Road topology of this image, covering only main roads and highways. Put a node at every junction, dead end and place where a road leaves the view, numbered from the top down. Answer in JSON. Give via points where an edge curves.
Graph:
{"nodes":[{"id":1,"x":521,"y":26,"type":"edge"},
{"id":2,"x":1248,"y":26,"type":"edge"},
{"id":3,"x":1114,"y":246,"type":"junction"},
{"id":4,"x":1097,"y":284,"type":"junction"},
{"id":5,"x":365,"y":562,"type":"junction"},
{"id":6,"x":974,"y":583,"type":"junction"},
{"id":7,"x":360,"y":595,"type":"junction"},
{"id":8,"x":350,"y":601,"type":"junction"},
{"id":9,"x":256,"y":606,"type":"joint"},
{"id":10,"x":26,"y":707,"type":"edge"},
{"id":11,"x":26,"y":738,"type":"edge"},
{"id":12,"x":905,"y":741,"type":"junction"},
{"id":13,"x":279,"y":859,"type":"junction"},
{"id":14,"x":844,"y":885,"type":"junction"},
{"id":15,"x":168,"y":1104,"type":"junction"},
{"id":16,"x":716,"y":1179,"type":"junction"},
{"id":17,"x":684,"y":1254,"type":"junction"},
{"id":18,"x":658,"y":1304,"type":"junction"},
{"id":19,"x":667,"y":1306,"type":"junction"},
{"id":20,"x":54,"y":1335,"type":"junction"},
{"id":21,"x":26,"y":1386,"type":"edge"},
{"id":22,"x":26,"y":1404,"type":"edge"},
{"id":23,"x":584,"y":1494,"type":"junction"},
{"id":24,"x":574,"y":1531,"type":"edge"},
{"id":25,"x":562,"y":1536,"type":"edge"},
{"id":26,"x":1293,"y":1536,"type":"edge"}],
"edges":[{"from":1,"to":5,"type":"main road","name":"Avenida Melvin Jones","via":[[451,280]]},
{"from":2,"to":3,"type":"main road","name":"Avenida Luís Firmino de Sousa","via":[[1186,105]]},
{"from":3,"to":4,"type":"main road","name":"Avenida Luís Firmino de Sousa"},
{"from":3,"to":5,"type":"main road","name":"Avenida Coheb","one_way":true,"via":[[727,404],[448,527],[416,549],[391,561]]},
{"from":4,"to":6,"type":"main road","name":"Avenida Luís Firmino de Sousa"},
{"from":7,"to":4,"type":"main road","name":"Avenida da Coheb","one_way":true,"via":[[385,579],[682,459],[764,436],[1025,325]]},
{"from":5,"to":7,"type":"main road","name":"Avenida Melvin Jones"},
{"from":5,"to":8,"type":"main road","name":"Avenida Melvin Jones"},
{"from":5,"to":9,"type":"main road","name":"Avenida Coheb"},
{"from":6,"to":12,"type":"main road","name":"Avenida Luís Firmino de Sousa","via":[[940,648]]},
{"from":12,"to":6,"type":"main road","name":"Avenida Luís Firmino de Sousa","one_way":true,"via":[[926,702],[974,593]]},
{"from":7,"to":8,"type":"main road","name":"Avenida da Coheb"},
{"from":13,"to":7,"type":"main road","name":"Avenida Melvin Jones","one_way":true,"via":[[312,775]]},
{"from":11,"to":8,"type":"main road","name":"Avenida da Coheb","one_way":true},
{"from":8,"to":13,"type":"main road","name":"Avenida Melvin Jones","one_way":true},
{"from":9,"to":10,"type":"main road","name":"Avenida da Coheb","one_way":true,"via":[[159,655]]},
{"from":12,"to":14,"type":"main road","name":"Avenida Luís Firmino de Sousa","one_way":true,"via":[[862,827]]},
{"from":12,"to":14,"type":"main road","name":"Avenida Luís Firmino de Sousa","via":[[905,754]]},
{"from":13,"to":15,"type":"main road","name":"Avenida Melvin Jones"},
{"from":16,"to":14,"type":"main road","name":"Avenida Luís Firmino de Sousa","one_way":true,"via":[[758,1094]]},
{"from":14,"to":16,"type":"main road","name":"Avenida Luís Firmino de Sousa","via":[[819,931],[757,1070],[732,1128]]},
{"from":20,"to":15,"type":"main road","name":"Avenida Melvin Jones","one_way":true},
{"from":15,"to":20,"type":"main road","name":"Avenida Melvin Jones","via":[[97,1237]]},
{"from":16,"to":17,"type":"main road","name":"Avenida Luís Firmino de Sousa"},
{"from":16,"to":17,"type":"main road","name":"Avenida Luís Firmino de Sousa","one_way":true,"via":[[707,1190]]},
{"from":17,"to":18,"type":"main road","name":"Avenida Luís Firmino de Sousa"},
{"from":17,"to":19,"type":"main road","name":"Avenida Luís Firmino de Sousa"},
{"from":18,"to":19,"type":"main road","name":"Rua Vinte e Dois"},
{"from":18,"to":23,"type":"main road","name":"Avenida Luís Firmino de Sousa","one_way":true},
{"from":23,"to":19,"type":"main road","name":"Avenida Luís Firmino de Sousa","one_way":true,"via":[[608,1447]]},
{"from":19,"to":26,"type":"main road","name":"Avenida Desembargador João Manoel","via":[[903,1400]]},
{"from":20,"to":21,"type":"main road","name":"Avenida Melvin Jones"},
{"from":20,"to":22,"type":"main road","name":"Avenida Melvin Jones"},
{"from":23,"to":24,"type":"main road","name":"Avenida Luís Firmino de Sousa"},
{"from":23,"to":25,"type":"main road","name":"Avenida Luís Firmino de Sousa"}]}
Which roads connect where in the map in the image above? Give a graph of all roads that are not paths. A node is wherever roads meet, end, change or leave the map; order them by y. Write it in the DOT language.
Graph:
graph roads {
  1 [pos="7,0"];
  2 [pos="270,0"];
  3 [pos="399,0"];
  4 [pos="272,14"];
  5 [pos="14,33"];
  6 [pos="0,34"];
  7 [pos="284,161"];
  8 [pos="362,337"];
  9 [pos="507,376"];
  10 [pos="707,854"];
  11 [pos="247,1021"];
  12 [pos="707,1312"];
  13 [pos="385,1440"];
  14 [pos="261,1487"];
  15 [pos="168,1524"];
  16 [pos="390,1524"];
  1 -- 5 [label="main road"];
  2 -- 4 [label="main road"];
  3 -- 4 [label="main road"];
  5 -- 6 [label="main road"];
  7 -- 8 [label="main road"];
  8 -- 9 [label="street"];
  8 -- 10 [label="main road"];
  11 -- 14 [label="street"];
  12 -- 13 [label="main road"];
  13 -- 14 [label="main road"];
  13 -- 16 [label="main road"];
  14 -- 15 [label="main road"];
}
==========
--- Requirement ---
Reproduce every entry, word for word.

--- Output below ---
Road topology of this image, covering only main roads and highways. Put a node at every junction, dead end and place where a road leaves the view, numbered from the top down. Answer in JSON. Give via points where an edge curves.
Graph:
{"nodes":[{"id":1,"x":521,"y":26,"type":"edge"},
{"id":2,"x":1248,"y":26,"type":"edge"},
{"id":3,"x":1114,"y":246,"type":"junction"},
{"id":4,"x":1097,"y":284,"type":"junction"},
{"id":5,"x":365,"y":562,"type":"junction"},
{"id":6,"x":974,"y":583,"type":"junction"},
{"id":7,"x":360,"y":595,"type":"junction"},
{"id":8,"x":350,"y":601,"type":"junction"},
{"id":9,"x":256,"y":606,"type":"joint"},
{"id":10,"x":26,"y":707,"type":"edge"},
{"id":11,"x":26,"y":738,"type":"edge"},
{"id":12,"x":905,"y":741,"type":"junction"},
{"id":13,"x":279,"y":859,"type":"junction"},
{"id":14,"x":844,"y":885,"type":"junction"},
{"id":15,"x":168,"y":1104,"type":"junction"},
{"id":16,"x":716,"y":1179,"type":"junction"},
{"id":17,"x":684,"y":1254,"type":"junction"},
{"id":18,"x":658,"y":1304,"type":"junction"},
{"id":19,"x":667,"y":1306,"type":"junction"},
{"id":20,"x":54,"y":1335,"type":"junction"},
{"id":21,"x":26,"y":1386,"type":"edge"},
{"id":22,"x":26,"y":1404,"type":"edge"},
{"id":23,"x":584,"y":1494,"type":"junction"},
{"id":24,"x":574,"y":1531,"type":"edge"},
{"id":25,"x":562,"y":1536,"type":"edge"},
{"id":26,"x":1293,"y":1536,"type":"edge"}],
"edges":[{"from":1,"to":5,"type":"main road","name":"Avenida Melvin Jones","via":[[451,280]]},
{"from":2,"to":3,"type":"main road","name":"Avenida Luís Firmino de Sousa","via":[[1186,105]]},
{"from":3,"to":4,"type":"main road","name":"Avenida Luís Firmino de Sousa"},
{"from":3,"to":5,"type":"main road","name":"Avenida Coheb","one_way":true,"via":[[727,404],[448,527],[416,549],[391,561]]},
{"from":4,"to":6,"type":"main road","name":"Avenida Luís Firmino de Sousa"},
{"from":7,"to":4,"type":"main road","name":"Avenida da Coheb","one_way":true,"via":[[385,579],[682,459],[764,436],[1025,325]]},
{"from":5,"to":7,"type":"main road","name":"Avenida Melvin Jones"},
{"from":5,"to":8,"type":"main road","name":"Avenida Melvin Jones"},
{"from":5,"to":9,"type":"main road","name":"Avenida Coheb"},
{"from":6,"to":12,"type":"main road","name":"Avenida Luís Firmino de Sousa","via":[[940,648]]},
{"from":12,"to":6,"type":"main road","name":"Avenida Luís Firmino de Sousa","one_way":true,"via":[[926,702],[974,593]]},
{"from":7,"to":8,"type":"main road","name":"Avenida da Coheb"},
{"from":13,"to":7,"type":"main road","name":"Avenida Melvin Jones","one_way":true,"via":[[312,775]]},
{"from":11,"to":8,"type":"main road","name":"Avenida da Coheb","one_way":true},
{"from":8,"to":13,"type":"main road","name":"Avenida Melvin Jones","one_way":true},
{"from":9,"to":10,"type":"main road","name":"Avenida da Coheb","one_way":true,"via":[[159,655]]},
{"from":12,"to":14,"type":"main road","name":"Avenida Luís Firmino de Sousa","one_way":true,"via":[[862,827]]},
{"from":12,"to":14,"type":"main road","name":"Avenida Luís Firmino de Sousa","via":[[905,754]]},
{"from":13,"to":15,"type":"main road","name":"Avenida Melvin Jones"},
{"from":16,"to":14,"type":"main road","name":"Avenida Luís Firmino de Sousa","one_way":true,"via":[[758,1094]]},
{"from":14,"to":16,"type":"main road","name":"Avenida Luís Firmino de Sousa","via":[[819,931],[757,1070],[732,1128]]},
{"from":20,"to":15,"type":"main road","name":"Avenida Melvin Jones","one_way":true},
{"from":15,"to":20,"type":"main road","name":"Avenida Melvin Jones","via":[[97,1237]]},
{"from":16,"to":17,"type":"main road","name":"Avenida Luís Firmino de Sousa"},
{"from":16,"to":17,"type":"main road","name":"Avenida Luís Firmino de Sousa","one_way":true,"via":[[707,1190]]},
{"from":17,"to":18,"type":"main road","name":"Avenida Luís Firmino de Sousa"},
{"from":17,"to":19,"type":"main road","name":"Avenida Luís Firmino de Sousa"},
{"from":18,"to":19,"type":"main road","name":"Rua Vinte e Dois"},
{"from":18,"to":23,"type":"main road","name":"Avenida Luís Firmino de Sousa","one_way":true},
{"from":23,"to":19,"type":"main road","name":"Avenida Luís Firmino de Sousa","one_way":true,"via":[[608,1447]]},
{"from":19,"to":26,"type":"main road","name":"Avenida Desembargador João Manoel","via":[[903,1400]]},
{"from":20,"to":21,"type":"main road","name":"Avenida Melvin Jones"},
{"from":20,"to":22,"type":"main road","name":"Avenida Melvin Jones"},
{"from":23,"to":24,"type":"main road","name":"Avenida Luís Firmino de Sousa"},
{"from":23,"to":25,"type":"main road","name":"Avenida Luís Firmino de Sousa"}]}
Which roads connect where in the map in the image above? Give a graph of all roads that are not paths. A node is wherever roads meet, end, change or leave the map; order them by y. Write it in the DOT language.
Graph:
graph roads {
  1 [pos="7,0"];
  2 [pos="270,0"];
  3 [pos="399,0"];
  4 [pos="272,14"];
  5 [pos="14,33"];
  6 [pos="0,34"];
  7 [pos="284,161"];
  8 [pos="362,337"];
  9 [pos="507,376"];
  10 [pos="707,854"];
  11 [pos="247,1021"];
  12 [pos="707,1312"];
  13 [pos="385,1440"];
  14 [pos="261,1487"];
  15 [pos="168,1524"];
  16 [pos="390,1524"];
  1 -- 5 [label="main road"];
  2 -- 4 [label="main road"];
  3 -- 4 [label="main road"];
  5 -- 6 [label="main road"];
  7 -- 8 [label="main road"];
  8 -- 9 [label="street"];
  8 -- 10 [label="main road"];
  11 -- 14 [label="street"];
  12 -- 13 [label="main road"];
  13 -- 14 [label="main road"];
  13 -- 16 [label="main road"];
  14 -- 15 [label="main road"];
}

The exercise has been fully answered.